Of the 1294 participants screened and enrolled between June 2005 and December 2008, 6.5% were lost to follow-up and 2.2% withdrew. Lead results were only available for participants completing the study because blood is collected for lead analysis at delivery rather than enrollment. Lead results were available for 927 participants at the time of this study. In addition, only non-Hispanic white, non-Hispanic black, and Hispanic participants were included in the analyses presented here. Under these restrictions, data on 864 participants were used in the overall analysis. Although almost 97% of participants were geocoded, age of housing data was available for 770 of these participants and modeled lead exposure risk was available for 701 of these participants.

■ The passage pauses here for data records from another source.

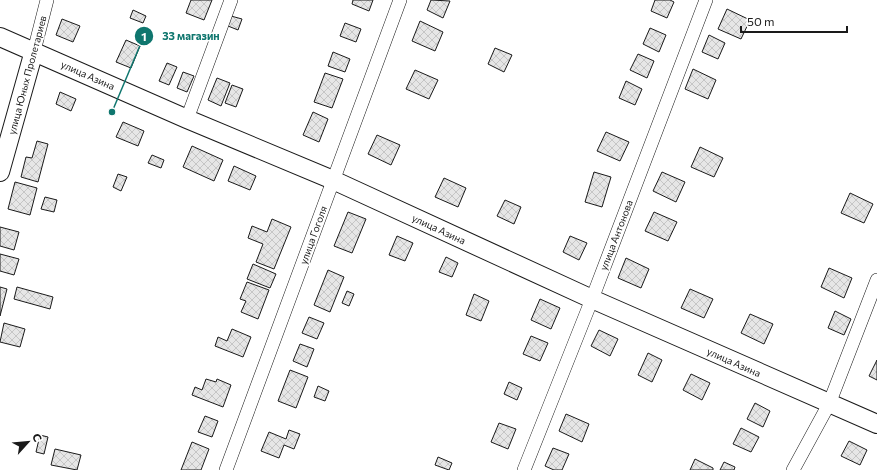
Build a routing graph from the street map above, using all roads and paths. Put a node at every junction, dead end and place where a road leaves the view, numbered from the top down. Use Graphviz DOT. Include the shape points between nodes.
graph roads {
  1 [pos="47,0"];
  2 [pos="231,0"];
  3 [pos="400,0"];
  4 [pos="706,0"];
  5 [pos="0,37"];
  6 [pos="34,50"];
  7 [pos="187,120"];
  8 [pos="0,172"];
  9 [pos="333,180"];
  10 [pos="877,280"];
  11 [pos="592,299"];
  12 [pos="828,404"];
  13 [pos="877,424"];
  14 [pos="226,470"];
  15 [pos="524,470"];
  16 [pos="793,470"];
  1 -- 6 [label="street, улица Юных Пролетариев"];
  2 -- 7 [label="street"];
  3 -- 9 [label="street, улица Гоголя"];
  4 -- 11 [label="street, улица Антонова"];
  5 -- 6 [label="main road, улица Азина"];
  6 -- 7 [label="main road, улица Азина"];
  6 -- 8 [label="main road, улица Юных Пролетариев"];
  7 -- 9 [label="main road, улица Азина"];
  9 -- 11 [label="main road, улица Азина"];
  9 -- 14 [label="street, улица Гоголя"];
  10 -- 12 [label="street"];
  11 -- 12 [label="main road, улица Азина"];
  11 -- 15 [label="street, улица Антонова"];
  12 -- 13 [label="main road, улица Азина"];
  12 -- 16 [label="street"];
}
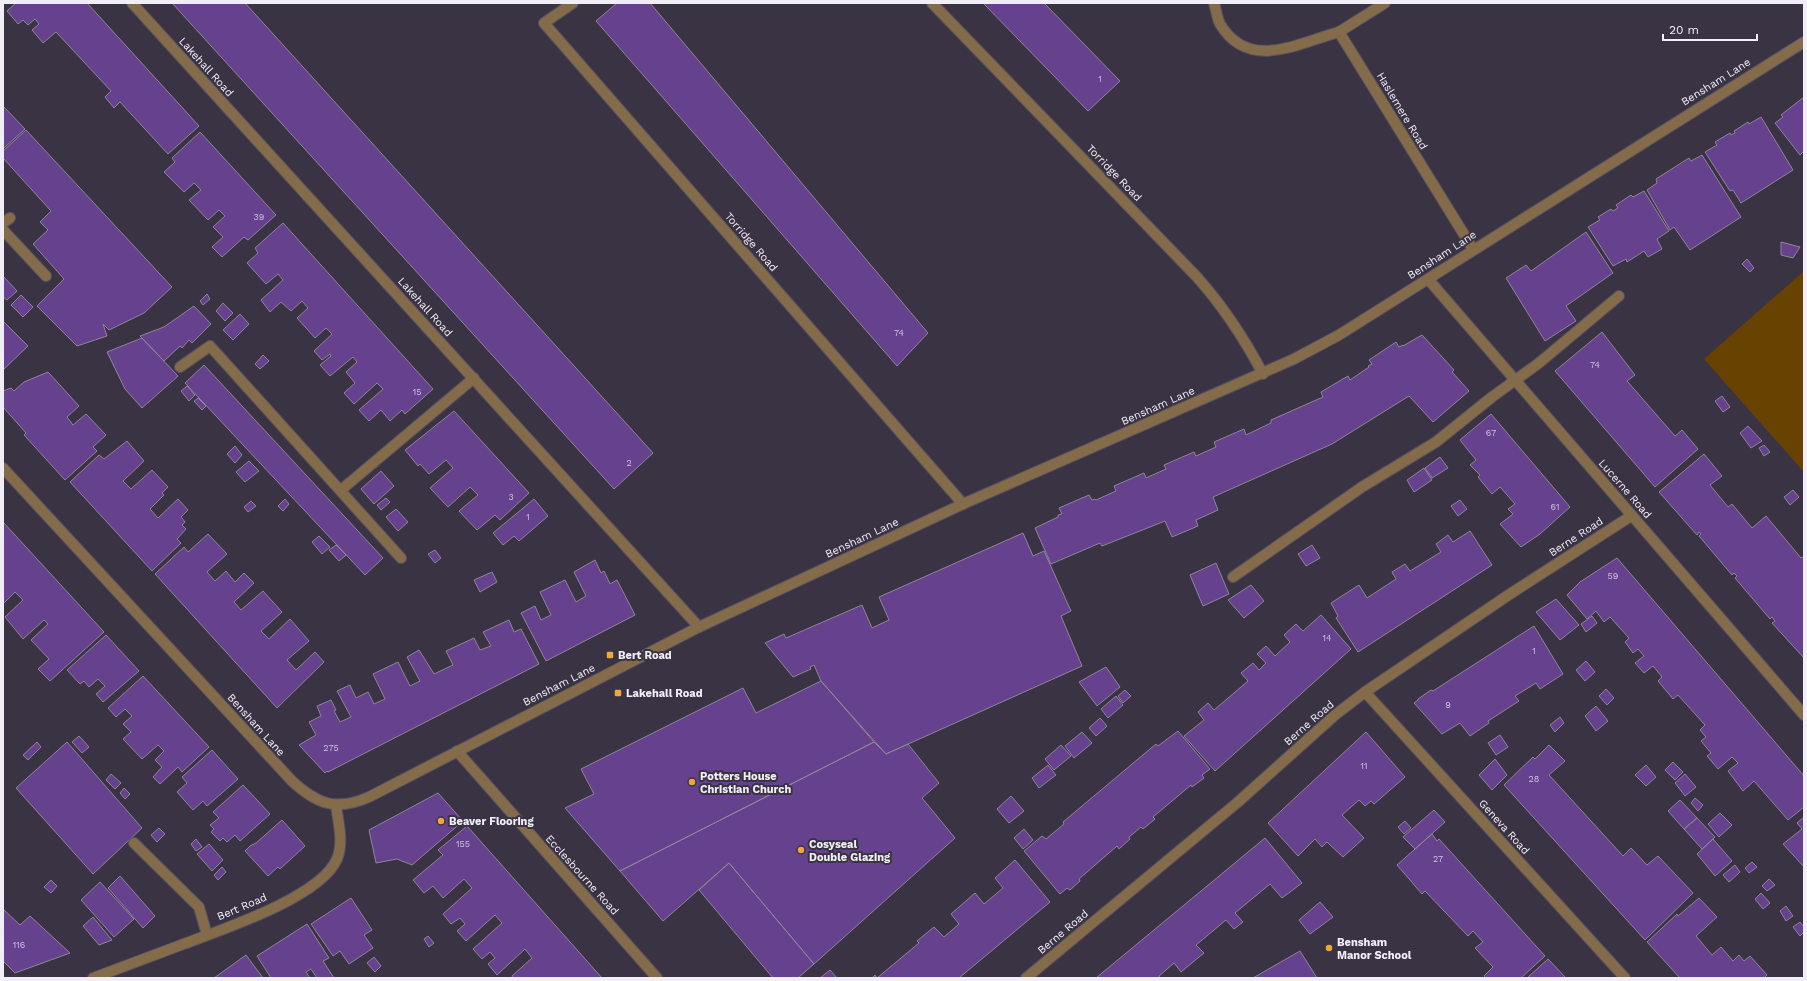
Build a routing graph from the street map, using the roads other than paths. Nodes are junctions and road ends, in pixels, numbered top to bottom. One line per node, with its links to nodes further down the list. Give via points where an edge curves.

Table 1 provides demographic characteristics of the study population for each subset. The demographic composition of the each subsets used for the models with a measure of current lead exposure (last two columns of Table 1) were not statistically different from the demographic composition of the participants in the basic model (p > 0.05 for χ2 tests of each categorical demographic variable; p > 0.05 for t-tests for differences in mean parity). Non-Hispanic black women account for almost three-fourths (72.6% in basic model) of the study population (oversampling intentional), and roughly two-thirds (65% in the basic model) of participants were under 30 years old. Parity measures the total number of deliveries to the mother, including previous term births, previous preterm births, and the current delivery. From both national and North Carolina birth data, we know that rates of tobacco use during pregnancy are typically highest among non-Hispanic white women and lowest among Hispanic women [35,36]. Our study population does not follow this typical pattern, with tobacco use rates highest among non-Hispanic black participants (data not shown here).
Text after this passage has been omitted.